Es ist nicht Willkür, wenn in der alten Verheißung nun das Bild vom «Anklopfen» Aufnahme findet! – –
Ist «Suchen» ein Versenken in sich selbst, um da die innerste, tiefste Tiefe zu finden, – ist «Bitten» ein Wollen in festem Vertrauen auf das «Empfangen», – so ist «Anklopfen», – Pochen um Einlaß zu erreichen, – ein äußeres, tätiges Verhalten, das einer Forderung Ausdruck verleiht. –
Es ist dem, der «beten» lernen will, gleichsam hier gesagt, daß er das Recht zu fordern, zu verlangen, hat, – so vermessen das auch scheinbar klingen mag, – und daß er dieses hohe Recht nur dann sich erwirkt, wenn er auch tätig zu beten weiß: – wenn auch sein Tun den Bedingnissen wahren «Gebetes» entspricht. – – –
Das gilt für die ganze Einstellung bei allem Beten, – auch wenn es sich um Dinge des äußeren Daseins handelt. –
Er-hörung findet nur, wer wirklich «anklopft», – wirklich pocht, – wer seine gerechte «Bitte», sein Erwarten durch das entsprechende tätige Verhalten verstärkt, und dadurch an sich zur Forderung werden läßt, die Erfüllung findet aus Notwendigkeit. – – –
Der Beter darf sich nicht wundern, wird er nicht erhört, trotzdem sein «Suchen» und «Bitten» vor seinen Augen ihm durchaus einwandfrei erscheint, solange er nicht ebenso auch richtig «anzuklopfen » weiß. – –
Noch fehlt dann die dritte Bedingung vollkommenen «Gebetes»!
Er betet vielleicht um Dinge, die ihm selbst zuteil werden sollen, – aber dort, wo das Gebet mit ihm selber rechnet, – wo sein Ergreifen eben dieser Dinge notwendig wäre, rührt er keine Hand…
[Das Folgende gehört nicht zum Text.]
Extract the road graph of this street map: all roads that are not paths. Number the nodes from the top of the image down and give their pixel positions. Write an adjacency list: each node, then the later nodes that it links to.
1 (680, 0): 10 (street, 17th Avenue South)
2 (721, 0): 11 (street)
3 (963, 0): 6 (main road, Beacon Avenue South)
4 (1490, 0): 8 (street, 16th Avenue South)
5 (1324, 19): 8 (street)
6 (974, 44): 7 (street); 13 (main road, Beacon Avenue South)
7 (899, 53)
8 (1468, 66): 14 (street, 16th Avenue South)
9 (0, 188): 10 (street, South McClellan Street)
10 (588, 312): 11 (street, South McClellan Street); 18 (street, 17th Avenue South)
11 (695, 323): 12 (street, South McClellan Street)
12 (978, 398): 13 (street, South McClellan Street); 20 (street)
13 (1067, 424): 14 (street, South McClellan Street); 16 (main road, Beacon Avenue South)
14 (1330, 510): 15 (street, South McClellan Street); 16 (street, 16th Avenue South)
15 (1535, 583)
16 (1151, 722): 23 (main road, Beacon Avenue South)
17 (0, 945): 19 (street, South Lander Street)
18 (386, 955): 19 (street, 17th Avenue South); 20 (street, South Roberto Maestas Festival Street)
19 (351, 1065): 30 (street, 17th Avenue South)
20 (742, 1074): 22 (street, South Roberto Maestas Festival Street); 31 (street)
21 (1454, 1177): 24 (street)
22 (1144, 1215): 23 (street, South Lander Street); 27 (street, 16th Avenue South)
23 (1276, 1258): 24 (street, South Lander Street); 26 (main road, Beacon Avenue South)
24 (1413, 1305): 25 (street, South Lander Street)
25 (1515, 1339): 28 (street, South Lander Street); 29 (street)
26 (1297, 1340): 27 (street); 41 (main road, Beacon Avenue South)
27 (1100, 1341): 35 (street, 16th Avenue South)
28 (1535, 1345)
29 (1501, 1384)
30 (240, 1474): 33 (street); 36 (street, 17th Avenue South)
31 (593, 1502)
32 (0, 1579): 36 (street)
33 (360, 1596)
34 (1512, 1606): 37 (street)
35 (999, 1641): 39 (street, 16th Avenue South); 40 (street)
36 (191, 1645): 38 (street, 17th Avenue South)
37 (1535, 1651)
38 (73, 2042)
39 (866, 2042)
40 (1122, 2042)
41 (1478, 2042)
Er will vielleicht durch sein Beten einem anderen Menschen Hilfe senden, aus materieller Not ihn zu befreien suchen, aber ferne liegt es ihm, aus eigenen Mitteln etwas für ihn zu tun, oder Gelegenheiten zu erfassen, die dem Anderen praktischen Nutzen bringen könnten…
Er möchte sich oder andere durch sein Gebet befreit von Krankheit sehen, aber er verschmäht den Arzt und rührt sich nicht, nach einer Heilgelegenheit zu suchen…
In allen diesen und noch tausend anderen Fällen fehlt Erfüllung jener dritten Grundbedingung wahren «Gebetes» die in der Verheißung dargestellt wird unter dem Bilde eines Menschen der nicht nur außen steht und wartet, bis man ihn hereinruft, sondern der «anklopft», damit ihm «aufgetan werde». – – –
Auch in jener Art frommer Himmelsanbettelei, die man so gemeinhin für «beten» hält, fehlen die Hilfesuchenden allermeist dadurch, daß sie das werktätige «Beten» für gänzlich überflüssig halten. –
Es könnte sonst so manchem geholfen werden, obwohl seine Vorstellung von dem was wirklich «beten» heißt, noch nichts weiß, denn dumpf und unbewußt dringt doch der eine oder der andere durch seine Inbrunst zu einem, wenn auch unvollkommenen, «Finden» und «Empfangen» vor…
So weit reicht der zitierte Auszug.